**DATA PROVIDED:**
┄┄┄┄┄┄┄┄┄┄
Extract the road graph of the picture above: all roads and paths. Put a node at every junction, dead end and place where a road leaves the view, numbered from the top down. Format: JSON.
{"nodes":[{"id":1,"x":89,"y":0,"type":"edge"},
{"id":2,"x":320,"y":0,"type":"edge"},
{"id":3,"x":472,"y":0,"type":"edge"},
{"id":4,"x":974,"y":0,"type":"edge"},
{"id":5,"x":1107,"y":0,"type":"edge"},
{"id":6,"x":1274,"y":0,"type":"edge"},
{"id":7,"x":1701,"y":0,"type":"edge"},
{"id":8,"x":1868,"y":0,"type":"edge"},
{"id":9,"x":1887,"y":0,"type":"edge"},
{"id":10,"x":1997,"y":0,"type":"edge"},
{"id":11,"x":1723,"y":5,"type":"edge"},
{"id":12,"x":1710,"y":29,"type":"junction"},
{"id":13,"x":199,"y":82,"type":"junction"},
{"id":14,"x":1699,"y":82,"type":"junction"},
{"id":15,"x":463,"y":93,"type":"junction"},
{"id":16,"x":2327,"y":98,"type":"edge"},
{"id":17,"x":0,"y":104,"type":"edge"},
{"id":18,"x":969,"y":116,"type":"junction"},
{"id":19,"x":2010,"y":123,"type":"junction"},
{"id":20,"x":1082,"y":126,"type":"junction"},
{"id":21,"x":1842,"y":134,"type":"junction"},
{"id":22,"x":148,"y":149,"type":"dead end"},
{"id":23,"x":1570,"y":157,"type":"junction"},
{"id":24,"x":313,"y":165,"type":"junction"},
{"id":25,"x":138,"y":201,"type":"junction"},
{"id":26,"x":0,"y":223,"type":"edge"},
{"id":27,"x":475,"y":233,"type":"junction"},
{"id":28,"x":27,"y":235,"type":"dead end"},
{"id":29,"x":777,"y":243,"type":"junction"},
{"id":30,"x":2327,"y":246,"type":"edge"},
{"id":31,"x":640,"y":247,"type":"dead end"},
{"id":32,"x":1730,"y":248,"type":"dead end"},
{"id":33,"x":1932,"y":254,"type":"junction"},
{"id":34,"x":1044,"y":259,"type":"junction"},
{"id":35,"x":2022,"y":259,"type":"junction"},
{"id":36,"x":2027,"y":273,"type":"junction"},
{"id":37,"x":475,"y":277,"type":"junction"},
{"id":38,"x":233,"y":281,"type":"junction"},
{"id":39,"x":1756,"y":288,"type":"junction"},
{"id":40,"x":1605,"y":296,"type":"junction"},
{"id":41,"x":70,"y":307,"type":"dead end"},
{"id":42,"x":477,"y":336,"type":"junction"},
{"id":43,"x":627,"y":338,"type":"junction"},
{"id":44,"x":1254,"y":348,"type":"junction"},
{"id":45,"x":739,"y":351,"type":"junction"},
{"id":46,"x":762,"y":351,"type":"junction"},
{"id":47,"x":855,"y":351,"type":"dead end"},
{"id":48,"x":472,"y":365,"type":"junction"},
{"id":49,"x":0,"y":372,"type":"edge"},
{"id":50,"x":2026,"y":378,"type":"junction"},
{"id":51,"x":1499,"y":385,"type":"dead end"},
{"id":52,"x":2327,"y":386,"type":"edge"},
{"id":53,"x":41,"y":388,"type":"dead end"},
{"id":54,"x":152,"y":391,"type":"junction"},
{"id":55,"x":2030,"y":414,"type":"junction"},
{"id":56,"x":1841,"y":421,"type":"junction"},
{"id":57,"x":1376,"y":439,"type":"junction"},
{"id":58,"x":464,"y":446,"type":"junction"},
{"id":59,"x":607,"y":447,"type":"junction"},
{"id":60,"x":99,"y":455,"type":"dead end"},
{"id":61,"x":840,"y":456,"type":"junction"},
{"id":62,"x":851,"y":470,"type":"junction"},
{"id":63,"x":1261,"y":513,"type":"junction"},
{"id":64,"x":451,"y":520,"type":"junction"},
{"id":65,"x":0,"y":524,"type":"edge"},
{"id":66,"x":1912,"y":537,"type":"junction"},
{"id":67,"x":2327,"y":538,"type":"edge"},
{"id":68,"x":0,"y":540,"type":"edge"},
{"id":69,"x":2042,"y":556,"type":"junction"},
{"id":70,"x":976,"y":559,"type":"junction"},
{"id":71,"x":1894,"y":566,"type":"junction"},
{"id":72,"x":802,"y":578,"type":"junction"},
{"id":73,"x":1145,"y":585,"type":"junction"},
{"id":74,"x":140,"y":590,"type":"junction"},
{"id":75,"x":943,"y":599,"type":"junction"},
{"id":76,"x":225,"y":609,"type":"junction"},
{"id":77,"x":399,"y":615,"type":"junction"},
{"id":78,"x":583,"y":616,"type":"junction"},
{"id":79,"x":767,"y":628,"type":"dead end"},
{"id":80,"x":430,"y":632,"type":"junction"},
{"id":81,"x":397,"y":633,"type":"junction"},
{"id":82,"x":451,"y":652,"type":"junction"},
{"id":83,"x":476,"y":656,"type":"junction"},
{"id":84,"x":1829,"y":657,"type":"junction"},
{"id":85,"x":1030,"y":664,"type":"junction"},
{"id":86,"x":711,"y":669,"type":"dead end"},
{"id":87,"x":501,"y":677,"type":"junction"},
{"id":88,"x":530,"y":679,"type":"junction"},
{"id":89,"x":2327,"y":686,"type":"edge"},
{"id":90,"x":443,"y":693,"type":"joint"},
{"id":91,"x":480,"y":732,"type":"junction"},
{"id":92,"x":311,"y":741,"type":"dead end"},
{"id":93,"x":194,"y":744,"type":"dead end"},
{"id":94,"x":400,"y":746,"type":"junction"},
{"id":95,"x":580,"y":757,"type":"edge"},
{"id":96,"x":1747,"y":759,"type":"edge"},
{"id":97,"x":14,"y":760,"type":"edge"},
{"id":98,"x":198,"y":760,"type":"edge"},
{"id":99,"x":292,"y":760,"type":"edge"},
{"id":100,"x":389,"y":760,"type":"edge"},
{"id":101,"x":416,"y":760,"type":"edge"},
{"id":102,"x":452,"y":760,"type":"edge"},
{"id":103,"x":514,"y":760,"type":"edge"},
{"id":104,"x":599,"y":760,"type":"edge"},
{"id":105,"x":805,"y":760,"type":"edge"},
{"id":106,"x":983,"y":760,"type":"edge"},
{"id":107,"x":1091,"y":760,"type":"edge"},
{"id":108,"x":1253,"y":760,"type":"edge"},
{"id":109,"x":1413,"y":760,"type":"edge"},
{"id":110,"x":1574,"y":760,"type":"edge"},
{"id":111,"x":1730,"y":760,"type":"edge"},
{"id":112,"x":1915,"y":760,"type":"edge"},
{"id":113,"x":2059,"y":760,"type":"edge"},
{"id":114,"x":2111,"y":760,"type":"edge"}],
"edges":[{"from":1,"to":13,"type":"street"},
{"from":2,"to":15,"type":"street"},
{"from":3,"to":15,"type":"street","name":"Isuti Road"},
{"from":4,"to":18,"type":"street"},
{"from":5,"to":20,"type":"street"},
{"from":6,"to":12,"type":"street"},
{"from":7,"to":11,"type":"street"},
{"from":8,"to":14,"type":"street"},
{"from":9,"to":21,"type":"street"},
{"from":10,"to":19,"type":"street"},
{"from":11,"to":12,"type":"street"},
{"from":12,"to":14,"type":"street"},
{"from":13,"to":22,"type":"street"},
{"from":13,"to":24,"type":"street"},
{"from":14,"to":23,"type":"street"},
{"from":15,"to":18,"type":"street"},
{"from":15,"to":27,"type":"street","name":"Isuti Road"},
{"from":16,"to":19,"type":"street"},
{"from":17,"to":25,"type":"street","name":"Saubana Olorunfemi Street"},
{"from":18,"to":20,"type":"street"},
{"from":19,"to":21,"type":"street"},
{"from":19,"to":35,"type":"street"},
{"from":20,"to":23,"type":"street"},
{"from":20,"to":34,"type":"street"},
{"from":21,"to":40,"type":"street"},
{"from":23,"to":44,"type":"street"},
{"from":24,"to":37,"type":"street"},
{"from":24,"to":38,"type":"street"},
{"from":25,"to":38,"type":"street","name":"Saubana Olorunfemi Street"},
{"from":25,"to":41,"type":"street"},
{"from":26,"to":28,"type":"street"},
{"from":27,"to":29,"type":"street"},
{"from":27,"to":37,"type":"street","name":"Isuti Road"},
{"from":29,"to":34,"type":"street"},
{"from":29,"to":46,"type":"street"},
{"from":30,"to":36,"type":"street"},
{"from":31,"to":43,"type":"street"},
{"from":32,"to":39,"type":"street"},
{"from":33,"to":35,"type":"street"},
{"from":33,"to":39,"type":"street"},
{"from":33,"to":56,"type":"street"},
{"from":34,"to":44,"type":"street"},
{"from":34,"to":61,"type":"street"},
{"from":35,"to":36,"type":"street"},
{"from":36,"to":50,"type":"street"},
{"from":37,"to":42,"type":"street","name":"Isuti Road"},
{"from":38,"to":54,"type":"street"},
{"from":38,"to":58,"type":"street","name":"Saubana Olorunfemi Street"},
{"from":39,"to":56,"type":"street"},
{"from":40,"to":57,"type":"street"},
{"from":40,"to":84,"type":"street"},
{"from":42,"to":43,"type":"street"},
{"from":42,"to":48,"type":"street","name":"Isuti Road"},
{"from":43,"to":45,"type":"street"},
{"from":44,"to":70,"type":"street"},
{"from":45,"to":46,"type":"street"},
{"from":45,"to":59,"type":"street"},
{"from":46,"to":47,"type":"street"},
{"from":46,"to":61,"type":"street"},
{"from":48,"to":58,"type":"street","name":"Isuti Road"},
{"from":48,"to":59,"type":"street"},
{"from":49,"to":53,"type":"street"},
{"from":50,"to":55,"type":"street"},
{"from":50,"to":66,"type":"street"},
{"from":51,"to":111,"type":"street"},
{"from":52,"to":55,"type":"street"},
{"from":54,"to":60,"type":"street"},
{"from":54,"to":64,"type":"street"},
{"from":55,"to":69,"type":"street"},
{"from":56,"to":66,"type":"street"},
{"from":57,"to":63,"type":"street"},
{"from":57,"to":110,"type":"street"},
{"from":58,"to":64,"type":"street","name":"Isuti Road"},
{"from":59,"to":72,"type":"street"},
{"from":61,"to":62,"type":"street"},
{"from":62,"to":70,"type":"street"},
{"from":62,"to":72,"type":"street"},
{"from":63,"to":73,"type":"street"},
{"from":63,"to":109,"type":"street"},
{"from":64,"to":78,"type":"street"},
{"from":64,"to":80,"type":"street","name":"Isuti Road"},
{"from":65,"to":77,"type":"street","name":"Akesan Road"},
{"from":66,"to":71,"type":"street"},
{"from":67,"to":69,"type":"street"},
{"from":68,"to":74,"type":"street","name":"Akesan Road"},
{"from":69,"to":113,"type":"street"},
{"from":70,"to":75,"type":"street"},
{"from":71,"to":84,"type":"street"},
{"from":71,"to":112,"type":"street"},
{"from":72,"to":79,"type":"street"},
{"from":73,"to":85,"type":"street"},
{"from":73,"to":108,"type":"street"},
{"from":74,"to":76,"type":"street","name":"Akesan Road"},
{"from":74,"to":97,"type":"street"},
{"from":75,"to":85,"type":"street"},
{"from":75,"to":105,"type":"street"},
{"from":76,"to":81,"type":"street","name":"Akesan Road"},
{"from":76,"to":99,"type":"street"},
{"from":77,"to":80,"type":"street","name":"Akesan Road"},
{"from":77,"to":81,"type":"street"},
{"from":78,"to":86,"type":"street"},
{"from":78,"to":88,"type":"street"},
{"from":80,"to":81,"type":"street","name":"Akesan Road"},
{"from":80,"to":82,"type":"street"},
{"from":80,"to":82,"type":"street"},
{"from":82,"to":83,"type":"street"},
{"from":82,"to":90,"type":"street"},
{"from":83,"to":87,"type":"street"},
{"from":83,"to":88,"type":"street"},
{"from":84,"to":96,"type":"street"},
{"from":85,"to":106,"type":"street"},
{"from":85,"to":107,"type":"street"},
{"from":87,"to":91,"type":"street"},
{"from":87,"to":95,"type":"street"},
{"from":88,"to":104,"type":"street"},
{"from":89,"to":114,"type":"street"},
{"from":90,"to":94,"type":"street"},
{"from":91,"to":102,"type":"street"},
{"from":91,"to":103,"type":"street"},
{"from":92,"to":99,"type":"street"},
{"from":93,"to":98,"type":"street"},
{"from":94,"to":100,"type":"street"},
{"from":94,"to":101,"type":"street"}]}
┄┄┄┄┄┄┄┄┄┄
**TASK DETAILS:** Determine how many lines in the entries hold the string "Saubana". Write only the number.

**ANSWER SECTION:** 3